Reranking Web Search Results for Diversity
Search engine results are often biased towards a certain aspect of a query or
towards a certain meaning for ambiguous query terms. Diversification of search
results offers a way to supply the user with a better balanced result set
increasing the probability that a user finds at least one document suiting her
information need. In this paper, we present a reranking approach based on
minimizing variance of Web search results to improve topic coverage in the
top-k results. We investigate two different document representations as the
basis for reranking. Smoothed language models and topic models derived by
Latent Dirichlet Allocation. To evaluate our approach we selected 240 queries
from Wikipedia disambiguation pages. This provides us with ambiguous queries
together with a community generated balanced representation of their
(sub)topics. For these queries we crawled two major commercial search engines.

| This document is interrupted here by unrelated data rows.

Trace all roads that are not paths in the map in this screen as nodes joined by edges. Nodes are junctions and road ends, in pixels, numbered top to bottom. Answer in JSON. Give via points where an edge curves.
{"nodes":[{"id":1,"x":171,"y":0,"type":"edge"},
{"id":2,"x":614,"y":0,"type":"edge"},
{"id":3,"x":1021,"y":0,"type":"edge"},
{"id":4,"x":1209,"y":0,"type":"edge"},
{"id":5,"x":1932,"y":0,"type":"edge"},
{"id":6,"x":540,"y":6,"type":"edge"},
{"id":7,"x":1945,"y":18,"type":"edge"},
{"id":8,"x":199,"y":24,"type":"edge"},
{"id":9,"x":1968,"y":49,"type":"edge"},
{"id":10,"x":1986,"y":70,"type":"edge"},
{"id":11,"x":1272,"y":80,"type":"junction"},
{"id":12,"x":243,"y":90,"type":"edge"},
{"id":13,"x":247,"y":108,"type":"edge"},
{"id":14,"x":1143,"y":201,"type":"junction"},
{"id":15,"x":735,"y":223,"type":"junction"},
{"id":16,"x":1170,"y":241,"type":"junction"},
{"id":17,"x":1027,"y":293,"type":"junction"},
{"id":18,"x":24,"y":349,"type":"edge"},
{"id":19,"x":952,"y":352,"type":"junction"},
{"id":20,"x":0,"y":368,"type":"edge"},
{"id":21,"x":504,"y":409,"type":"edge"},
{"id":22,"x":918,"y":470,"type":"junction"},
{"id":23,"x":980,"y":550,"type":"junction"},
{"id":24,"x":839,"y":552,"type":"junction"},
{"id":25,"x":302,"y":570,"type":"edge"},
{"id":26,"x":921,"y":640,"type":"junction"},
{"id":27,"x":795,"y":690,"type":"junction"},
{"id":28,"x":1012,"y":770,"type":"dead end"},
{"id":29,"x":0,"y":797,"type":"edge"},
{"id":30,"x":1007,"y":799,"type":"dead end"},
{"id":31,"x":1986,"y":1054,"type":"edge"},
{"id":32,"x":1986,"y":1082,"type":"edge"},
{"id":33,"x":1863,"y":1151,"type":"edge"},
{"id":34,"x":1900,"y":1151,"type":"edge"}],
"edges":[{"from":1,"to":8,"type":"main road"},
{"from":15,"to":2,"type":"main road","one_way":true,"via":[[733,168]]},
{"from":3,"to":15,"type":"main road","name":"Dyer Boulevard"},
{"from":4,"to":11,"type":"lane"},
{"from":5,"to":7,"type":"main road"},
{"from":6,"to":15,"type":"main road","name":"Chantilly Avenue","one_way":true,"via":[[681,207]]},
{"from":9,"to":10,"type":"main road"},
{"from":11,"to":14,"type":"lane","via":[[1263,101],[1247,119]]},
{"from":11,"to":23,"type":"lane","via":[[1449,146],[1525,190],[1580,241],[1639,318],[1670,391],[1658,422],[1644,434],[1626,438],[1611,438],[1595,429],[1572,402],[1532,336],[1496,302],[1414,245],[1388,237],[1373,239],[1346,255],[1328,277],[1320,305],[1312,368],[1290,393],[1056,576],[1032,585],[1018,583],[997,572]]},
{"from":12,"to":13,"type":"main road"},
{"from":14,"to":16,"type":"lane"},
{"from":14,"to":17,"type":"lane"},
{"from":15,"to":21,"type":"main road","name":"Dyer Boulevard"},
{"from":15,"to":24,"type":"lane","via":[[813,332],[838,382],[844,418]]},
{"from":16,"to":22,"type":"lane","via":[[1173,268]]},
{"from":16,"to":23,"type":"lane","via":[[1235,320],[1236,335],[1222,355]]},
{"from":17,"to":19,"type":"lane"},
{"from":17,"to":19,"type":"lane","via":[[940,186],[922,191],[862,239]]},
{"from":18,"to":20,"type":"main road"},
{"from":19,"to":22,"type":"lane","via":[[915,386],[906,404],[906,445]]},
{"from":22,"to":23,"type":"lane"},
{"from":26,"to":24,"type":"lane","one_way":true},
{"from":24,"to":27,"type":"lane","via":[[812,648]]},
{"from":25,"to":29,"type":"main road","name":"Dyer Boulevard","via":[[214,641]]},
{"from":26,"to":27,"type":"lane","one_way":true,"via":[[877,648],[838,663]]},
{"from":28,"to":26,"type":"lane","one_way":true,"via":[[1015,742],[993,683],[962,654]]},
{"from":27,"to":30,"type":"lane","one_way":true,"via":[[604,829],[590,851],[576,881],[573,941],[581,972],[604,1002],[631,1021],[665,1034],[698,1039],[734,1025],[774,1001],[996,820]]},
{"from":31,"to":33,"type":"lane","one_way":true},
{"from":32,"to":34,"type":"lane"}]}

In addition, we present a new evaluation strategy based on Kullback-Leibler
divergence and Wikipedia. We evaluate this method using the TREC sub-topic
evaluation on the one hand, and manually annotated query results on the other
Our results show that minimizing variance in search results by reranking
relevant pages significantly improves topic coverage in the top-k results with
respect to Wikipedia, and gives a good overview of the overall search result.
Moreover, latent topic models achieve competitive diversification with
significantly less reranking. Finally, our evaluation reveals that our
automatic evaluation strategy using Kullback-Leibler divergence correlates well
with alpha-nDCG scores used in manual evaluation efforts.